Digimon Survive received "mixed or average" reviews for PlayStation 4 and Xbox One according to review aggregator Metacritic; the Windows and Nintendo Switch versions received "generally favorable" reviews. Trent Cannon of Nintendo Life gave the title 8 stars out of 10 and cited its dark themes and character dynamics as its major strengths, writing, "Digimon Survive is one of the best visual novels to come out so far this year, with plenty of heart and tension to carry you through to the final act." Push Squares Robert Ramsey felt that the character dynamics, intricate artwork, and intriguing story as its highlights but felt that its point-and-click-based exploration sections were "slow, but bearable at best — frustratingly tedious at worst" and felt that its combat was "stunted", writing, "It never branches out from the basics, with digivolution being the only aspect that adds genuine spice to proceedings." Kotaku felt that the game was paced poorly, criticizing its bland character archetypes, inconsistent character dynamics, pedantic decision making, and its heavy emphasis on visual novel-based gameplay, writing, "Playing Digimon Survive felt like reading over the shoulder of someone who's taking too long to turn the page." Reviewers of Japanese Famitsu magazine granted the game a 32 out of 40 total score based on individual reviews of 8, 8, 9, and 7. NookGaming listed Digimon Survive in third place on its Top Visual Novels Of 2022 list.

Aggregate scores
| Aggregator | Score |
|---|---|
| Metacritic | NS: 77/100 PC: 83/100 PS4: 70/100 XONE: 70/100 |
| OpenCritic | 61% recommend |

Review scores
| Publication | Score |
|---|---|
| Famitsu | 32/40 |
| Game Informer | 7.25/10 |
| GameSpot | 6/10 |
| Hardcore Gamer | 3.5/5 |
| IGN | 6/10 |
| Nintendo Life | 8/10 |
| Nintendo World Report | 8/10 |
| Push Square | 7/10 |
| RPGamer | 3.0/5 |

=== Sales ===
In Japan, Digimon Survive opened below its predecessors' sales with 28,536 retail copies sold for the Nintendo Switch and 7,757 retail copies sold for the PlayStation 4 version, the second and twelfth best-selling retail game, respectively, during its first week of release.

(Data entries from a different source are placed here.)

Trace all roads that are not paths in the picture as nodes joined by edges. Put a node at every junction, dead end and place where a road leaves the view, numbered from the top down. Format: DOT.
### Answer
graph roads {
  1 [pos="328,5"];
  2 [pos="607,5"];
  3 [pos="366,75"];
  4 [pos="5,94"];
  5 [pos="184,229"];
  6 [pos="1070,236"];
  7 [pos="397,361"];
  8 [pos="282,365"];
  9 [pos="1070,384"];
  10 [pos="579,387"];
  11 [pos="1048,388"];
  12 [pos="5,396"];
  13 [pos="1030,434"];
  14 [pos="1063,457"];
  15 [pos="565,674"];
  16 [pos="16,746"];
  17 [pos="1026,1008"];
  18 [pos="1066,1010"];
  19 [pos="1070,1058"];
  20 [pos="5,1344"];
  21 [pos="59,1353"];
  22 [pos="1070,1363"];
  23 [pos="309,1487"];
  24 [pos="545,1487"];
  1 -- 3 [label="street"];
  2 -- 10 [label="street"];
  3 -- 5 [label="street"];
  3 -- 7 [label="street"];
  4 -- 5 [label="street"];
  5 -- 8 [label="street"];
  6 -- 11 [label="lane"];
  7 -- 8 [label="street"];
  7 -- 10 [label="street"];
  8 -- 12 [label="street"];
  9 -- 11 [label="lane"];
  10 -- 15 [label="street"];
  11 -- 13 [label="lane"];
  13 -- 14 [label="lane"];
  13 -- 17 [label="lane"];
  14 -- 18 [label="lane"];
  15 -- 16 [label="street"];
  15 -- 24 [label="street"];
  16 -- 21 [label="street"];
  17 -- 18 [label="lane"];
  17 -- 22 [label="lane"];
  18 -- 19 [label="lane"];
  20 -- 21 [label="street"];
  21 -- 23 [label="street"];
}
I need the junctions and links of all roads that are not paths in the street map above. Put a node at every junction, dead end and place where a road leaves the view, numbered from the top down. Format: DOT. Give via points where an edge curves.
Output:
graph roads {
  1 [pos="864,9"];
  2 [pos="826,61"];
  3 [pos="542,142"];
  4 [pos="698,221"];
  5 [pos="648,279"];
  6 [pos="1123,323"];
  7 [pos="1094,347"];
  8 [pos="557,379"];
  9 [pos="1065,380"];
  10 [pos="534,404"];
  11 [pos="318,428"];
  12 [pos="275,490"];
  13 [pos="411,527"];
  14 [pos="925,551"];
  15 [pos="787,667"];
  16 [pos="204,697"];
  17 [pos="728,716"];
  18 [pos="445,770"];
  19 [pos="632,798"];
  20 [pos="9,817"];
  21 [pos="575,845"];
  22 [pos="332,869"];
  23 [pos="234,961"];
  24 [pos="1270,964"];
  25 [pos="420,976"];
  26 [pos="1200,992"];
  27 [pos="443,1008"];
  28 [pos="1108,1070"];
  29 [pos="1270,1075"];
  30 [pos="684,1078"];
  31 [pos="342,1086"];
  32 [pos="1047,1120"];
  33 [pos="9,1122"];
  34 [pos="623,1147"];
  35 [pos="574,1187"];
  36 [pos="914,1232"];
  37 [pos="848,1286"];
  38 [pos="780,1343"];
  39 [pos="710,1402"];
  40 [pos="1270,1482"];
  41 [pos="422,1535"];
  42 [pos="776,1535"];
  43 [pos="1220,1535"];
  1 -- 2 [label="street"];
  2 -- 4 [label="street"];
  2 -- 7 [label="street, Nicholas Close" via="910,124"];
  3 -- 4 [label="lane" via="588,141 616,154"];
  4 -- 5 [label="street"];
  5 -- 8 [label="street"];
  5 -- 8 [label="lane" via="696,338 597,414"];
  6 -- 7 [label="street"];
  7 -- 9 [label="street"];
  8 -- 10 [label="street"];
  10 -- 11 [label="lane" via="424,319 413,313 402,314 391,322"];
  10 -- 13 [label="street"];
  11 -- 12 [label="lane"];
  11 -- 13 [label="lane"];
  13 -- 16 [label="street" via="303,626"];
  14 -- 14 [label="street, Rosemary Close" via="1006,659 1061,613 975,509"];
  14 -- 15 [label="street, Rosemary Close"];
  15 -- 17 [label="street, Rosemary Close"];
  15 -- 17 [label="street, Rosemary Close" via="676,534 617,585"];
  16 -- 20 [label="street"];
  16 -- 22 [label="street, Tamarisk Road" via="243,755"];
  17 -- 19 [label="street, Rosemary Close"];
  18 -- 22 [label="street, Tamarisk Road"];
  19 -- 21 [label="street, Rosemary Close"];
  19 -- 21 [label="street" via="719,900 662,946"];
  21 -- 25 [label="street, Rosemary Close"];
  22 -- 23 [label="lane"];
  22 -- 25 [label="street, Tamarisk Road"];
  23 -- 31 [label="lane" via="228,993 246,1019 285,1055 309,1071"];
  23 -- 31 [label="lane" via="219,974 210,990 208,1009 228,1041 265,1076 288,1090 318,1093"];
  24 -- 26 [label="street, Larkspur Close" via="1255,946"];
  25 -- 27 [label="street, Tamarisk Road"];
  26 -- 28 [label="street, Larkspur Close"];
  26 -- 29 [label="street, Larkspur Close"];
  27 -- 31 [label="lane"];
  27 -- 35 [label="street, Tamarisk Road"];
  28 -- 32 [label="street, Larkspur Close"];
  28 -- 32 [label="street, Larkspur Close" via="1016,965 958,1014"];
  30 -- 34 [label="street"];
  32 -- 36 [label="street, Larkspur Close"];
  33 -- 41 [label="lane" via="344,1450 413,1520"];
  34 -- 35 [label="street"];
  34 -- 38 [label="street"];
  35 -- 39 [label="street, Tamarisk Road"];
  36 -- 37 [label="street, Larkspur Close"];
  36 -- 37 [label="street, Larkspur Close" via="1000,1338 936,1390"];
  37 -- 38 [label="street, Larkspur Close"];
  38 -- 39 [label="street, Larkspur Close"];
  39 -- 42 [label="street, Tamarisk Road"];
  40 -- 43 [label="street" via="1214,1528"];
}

In two weeks, the game sold 35,480 copies for the Switch.

In the United States, Digimon Survive had a strong opening as the eighth best seller in 48 hours. In the United Kingdom, the game debuted at tenth on the overall best-selling physical chart. In Australia, the game started 3rd in digital and physical sales for its first week and 7th in New Zealand.

In Spain, the game debuted at fourth with 4,000 copies sold (75% on Nintendo Switch). In Germany, Digimon Survive on PlayStation 4 and Nintendo Switch debuted at third and fourth in the physical sales charts for the respective consoles. In France, the game released exclusively in digital became the eleventh best-selling game on the Nintendo eShop and the fourteenth on Steam during its first week of release.

At its launch, Digimon Survive was the best-selling game globally on Steam, ahead of the videogame Stray; the third in 48 hours and the tenth best-seller during its first week of release, the game leaves the chart the following week. Digimon Survive was 15th on the European Nintendo eShop chart for July.

As of December 2, 2022, the game has sold over 500,000 units worldwide.